If you don't love aptitude then just use apt-get or synaptic to accomplish the same purpose. You should be able to get Java installed and working fine. Eventually the Java 6 packages will get fixed.

To make sure sun is set as the system java:

update-java-alternatives java-1.5.0-sun set
update-alternatives --config java
update-alternatives --config java_vm
update-alternatives --config javaws
update-alternatives --config firefox-javaplugin.so
update-alternatives --config iceweasel-javaplugin.so
update-alternatives --config mozilla-javaplugin.so
update-alternatives --config iceape-javaplugin.so
update-alternatives --config xulrunner-javaplugin.so

Not sure whether you'll need to do the update-alternatives --config stuff once you've done update-java-alternatives with the set switch as that usually configures all of them.

kirol
04-12-2008, 06:35 PM
I believe it is already installed on Knoppix 5.3.1 though, so perhaps you are looking to install the development kit?
Oddly enough on 5.3.1 the default java identifies as "kaffe-1.4.2". Sun's 1.5 jre is there, though. It's available under /usr/lib/jvm/java-1.5.0-sun. So, "/usr/lib/jvm/java-1.5.0-sun/jre/bin/java -version" returns "1.5.0_14"

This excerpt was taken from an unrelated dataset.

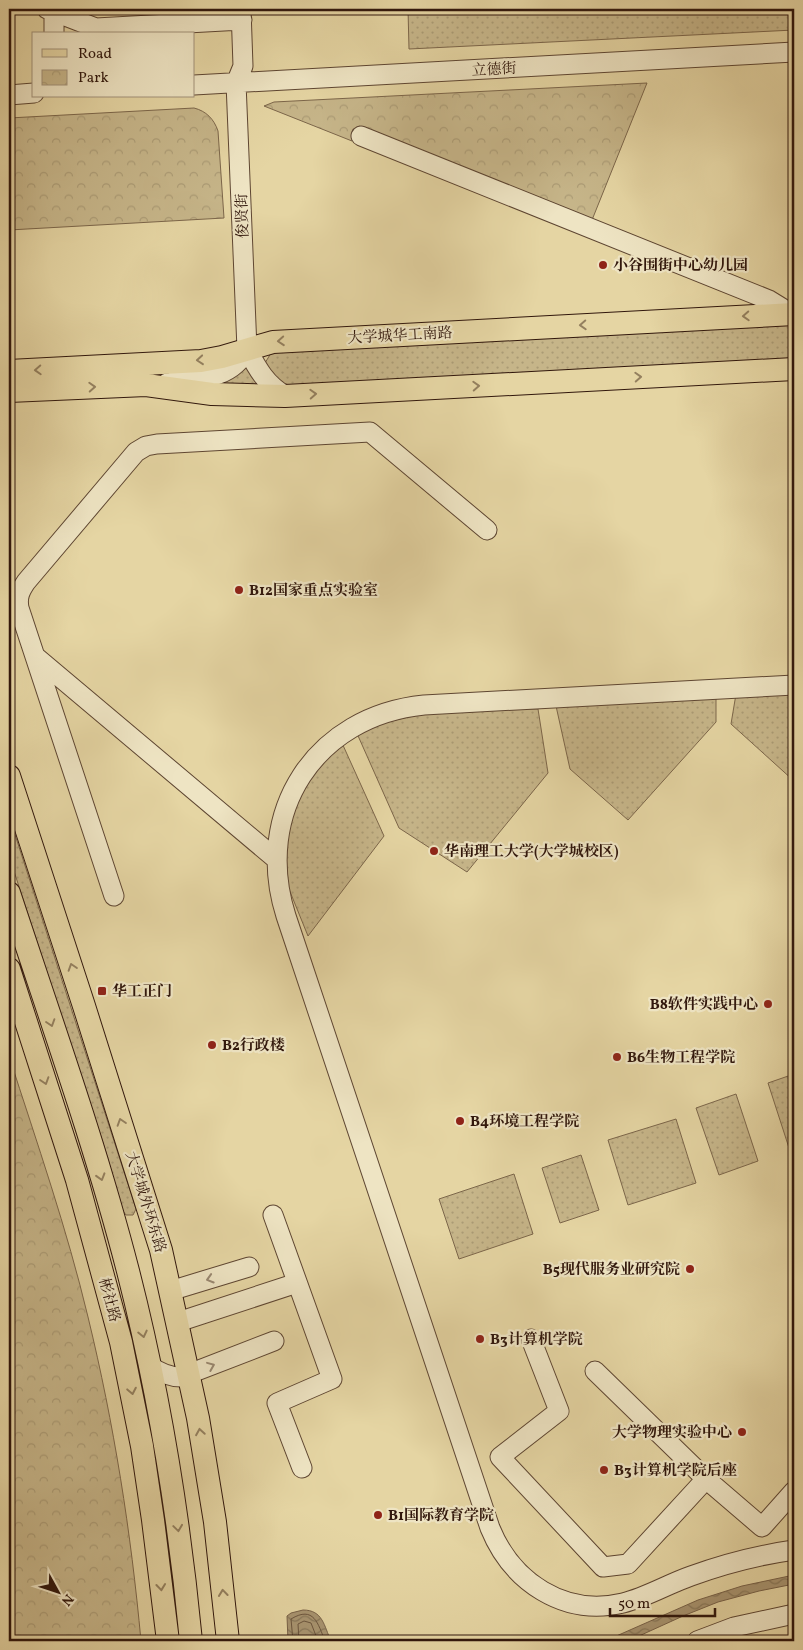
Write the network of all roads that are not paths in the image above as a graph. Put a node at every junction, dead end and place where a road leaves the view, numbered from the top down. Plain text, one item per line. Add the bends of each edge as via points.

"dpkg -l | grep sun-java" returns

ii sun-java5-bin 1.5.0-14-3
ii sun-java5-demo 1.5.0-14-3
ii sun-java5-fonts 1.5.0-14-3
ii sun-java5-jdk 1.5.0-14-3
ii sun-java5-jre 1.5.0-14-3
ii sun-java5-plugin 1.5.0-14-3

You can establish sun's version as the default using the aforementioned update-java-alternatives, but might break something in the process. You should be able to run software that needs version 1.5 by explicitly configuring it to use the version under /usr/lib/jvm/java-1.5.0-sun/jre.

On my 5.1.0 CD (from Dec06), Sun's java was the default and was already at 1.5 level. No idea why Klaus Knopper reverted to some other/older implementation now that Sun have released "the real thing" as open source ...

dahveed3
04-14-2008, 04:50 AM
Heh, not sure why a lot of things! :)

One of them being the Konqueror browser only having on the settings plugins section the old netscape plugin folders that don't even exist anymore. The other distros keep those too, but also have in there where the plugins are installed NOW. So even though Iceweasel has the plugins installed, Konqueror has no idea that the totem-plugin is there, Flash when installed (flashplayer-mozilla from debian-multimedia.org), RealPlayer (which I install from debian-multimedia's testing repo and uninstall the Helix stuff) plugins, etc. As long as we install the w32codecs from debian-multimedia.org and gstreamer0.10-plugins-ffmpeg gstreamer0.10-plugins-pitfdll, gstreamer0.10-plugins-reallybad, and ffmpeg-full we get the normal web stuff going with the totem-gstreamer when the plugin calls for it. I think good and ugly are already installed.

I also rename the libtotem-complex so and xpt ones in those folders (especially the totem gstreamer folder where they all link to) so that RealPlayer will handle all the Real files on the net as long as you open RealPlayer up once and go through its wizard.

I just click add in there, browse to the various paths that hold the plugins (like /usr/lib/iceweasel/plugins, /usr/lib/totem/gstreamer, /usr/lib/mozilla/plugins, etc). Then I click refresh plugins and all of a sudden Konqueror will play all the stuff.

After doing the update-alternatives things, just putting java in the Konqueror Java box gets sun-java5 going in Konqueror as well. Or put the path to it in there, whichever.

I can see not installing the patent encumbered stuff by default, but not updating the plugin links in Konqueror's plugin settings is weird. Not everyone knows where to browse for the plugin folders so lots of folks will just think Konqueror is not usable for playing media from the web.